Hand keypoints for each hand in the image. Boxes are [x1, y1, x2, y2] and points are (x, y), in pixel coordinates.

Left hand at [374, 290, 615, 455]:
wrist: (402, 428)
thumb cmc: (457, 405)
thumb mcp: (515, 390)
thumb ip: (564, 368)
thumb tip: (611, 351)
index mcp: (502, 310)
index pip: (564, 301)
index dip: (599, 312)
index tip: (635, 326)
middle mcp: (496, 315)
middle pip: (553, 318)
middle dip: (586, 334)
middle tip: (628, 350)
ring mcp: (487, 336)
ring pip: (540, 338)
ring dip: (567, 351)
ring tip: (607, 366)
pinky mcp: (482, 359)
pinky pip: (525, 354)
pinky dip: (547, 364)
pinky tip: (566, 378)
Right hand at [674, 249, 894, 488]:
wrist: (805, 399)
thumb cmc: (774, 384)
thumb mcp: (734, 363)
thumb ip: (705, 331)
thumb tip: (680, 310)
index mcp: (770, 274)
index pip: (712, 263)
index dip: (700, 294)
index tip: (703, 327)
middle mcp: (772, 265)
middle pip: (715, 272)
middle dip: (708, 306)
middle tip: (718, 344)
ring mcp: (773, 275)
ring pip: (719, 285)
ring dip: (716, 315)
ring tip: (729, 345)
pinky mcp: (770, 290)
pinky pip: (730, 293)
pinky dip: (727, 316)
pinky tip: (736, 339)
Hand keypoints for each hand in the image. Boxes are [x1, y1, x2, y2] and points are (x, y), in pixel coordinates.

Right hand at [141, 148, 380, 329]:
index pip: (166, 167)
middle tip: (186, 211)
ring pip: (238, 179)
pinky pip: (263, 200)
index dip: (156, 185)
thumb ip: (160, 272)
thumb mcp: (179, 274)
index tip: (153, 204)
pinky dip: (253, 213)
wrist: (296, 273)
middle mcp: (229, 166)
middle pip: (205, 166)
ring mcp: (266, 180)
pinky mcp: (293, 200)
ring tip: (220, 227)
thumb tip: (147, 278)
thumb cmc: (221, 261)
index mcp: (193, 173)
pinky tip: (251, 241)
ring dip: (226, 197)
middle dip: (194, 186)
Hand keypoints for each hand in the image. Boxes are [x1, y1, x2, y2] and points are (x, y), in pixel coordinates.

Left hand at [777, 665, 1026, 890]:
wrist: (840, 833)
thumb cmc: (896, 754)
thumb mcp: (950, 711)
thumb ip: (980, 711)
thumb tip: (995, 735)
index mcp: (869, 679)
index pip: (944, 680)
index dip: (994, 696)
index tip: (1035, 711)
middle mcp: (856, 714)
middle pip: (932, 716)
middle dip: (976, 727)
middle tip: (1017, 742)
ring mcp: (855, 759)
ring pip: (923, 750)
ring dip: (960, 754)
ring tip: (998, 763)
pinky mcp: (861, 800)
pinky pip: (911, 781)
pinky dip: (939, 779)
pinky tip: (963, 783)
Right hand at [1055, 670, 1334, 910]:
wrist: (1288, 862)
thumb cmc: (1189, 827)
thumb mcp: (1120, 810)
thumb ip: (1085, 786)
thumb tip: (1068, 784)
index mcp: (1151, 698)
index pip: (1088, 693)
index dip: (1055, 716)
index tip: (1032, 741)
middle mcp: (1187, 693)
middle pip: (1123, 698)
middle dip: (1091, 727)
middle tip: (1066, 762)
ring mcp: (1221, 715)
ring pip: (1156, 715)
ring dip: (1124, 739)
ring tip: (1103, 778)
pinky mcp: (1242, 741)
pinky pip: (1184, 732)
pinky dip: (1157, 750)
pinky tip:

==============================

*EXERCISE OBJECTIVE:* Above are the records; repeat exactly the lines from the one holding "middle pip: (553, 318)" down to the one holding "pinky tip: (736, 339)", end lines included.

*YOUR RESPONSE:*
middle pip: (553, 318)
middle dip: (586, 334)
middle tip: (628, 350)
ring mcp: (487, 336)
ring pip: (540, 338)
ring dip: (567, 351)
ring tip: (607, 366)
pinky mcp: (482, 359)
pinky pip: (525, 354)
pinky dip: (547, 364)
pinky tip: (566, 378)
Right hand at [674, 249, 894, 488]:
wrist: (805, 399)
thumb cmc: (774, 384)
thumb mcp: (734, 363)
thumb ip: (705, 331)
thumb tip: (680, 310)
index mcp: (770, 274)
index pip: (712, 263)
index dip: (700, 294)
index tip: (703, 327)
middle mcp: (772, 265)
middle pip: (715, 272)
middle dip: (708, 306)
middle tip: (718, 344)
ring mcp: (773, 275)
ring pip: (719, 285)
ring dip: (716, 315)
ring tip: (729, 345)
pinky mcp: (770, 290)
pinky pip: (730, 293)
pinky dip: (727, 316)
pinky tip: (736, 339)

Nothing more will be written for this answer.